Exercise material:
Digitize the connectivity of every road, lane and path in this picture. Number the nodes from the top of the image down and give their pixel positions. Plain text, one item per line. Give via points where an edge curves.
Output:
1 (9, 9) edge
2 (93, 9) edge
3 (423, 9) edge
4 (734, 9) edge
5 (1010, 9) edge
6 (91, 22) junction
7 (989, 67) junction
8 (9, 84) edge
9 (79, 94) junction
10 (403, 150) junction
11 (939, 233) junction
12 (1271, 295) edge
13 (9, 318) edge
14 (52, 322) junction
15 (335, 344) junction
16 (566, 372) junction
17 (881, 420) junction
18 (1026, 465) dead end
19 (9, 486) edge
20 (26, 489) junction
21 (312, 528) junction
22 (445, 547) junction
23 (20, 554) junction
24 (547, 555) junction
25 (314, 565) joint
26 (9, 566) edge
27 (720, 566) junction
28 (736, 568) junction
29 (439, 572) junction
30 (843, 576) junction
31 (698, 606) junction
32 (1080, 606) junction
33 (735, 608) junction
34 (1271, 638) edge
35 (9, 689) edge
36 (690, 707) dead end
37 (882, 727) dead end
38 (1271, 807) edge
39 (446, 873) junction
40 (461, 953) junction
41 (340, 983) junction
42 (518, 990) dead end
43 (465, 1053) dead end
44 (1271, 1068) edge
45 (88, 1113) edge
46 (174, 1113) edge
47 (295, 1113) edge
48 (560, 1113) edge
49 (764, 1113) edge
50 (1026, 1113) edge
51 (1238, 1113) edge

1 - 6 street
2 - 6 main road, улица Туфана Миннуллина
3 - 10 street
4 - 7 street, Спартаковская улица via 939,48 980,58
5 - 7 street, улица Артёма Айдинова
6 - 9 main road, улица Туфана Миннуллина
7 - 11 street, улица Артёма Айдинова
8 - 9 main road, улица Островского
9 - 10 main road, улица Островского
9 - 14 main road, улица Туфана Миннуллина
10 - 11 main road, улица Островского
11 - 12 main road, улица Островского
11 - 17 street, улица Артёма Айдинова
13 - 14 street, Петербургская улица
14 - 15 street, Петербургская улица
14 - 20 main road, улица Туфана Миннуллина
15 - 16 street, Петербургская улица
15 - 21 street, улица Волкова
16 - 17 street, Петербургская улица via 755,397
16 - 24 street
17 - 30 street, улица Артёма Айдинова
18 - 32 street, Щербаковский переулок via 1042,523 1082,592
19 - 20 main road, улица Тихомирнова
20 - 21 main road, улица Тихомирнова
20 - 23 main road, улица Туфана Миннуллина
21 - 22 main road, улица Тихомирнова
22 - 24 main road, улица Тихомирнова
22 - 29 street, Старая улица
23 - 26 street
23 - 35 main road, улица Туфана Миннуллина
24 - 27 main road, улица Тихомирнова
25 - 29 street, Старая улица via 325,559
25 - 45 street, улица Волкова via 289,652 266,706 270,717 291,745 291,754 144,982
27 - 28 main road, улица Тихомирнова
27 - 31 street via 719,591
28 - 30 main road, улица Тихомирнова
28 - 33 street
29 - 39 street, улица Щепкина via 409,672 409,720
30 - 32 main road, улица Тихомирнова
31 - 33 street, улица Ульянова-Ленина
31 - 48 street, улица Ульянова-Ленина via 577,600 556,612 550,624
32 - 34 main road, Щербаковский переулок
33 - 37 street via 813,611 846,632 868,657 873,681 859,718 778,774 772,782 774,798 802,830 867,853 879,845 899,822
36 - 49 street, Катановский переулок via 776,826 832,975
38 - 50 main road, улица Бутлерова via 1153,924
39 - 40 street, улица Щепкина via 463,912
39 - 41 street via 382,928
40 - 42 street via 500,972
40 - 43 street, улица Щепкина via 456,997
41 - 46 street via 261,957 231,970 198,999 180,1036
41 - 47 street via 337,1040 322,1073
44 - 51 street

Problem statement: Where the word "Старая" appears in a line of the entries, copy that line.

Response below:
22 - 29 street, Старая улица
25 - 29 street, Старая улица via 325,559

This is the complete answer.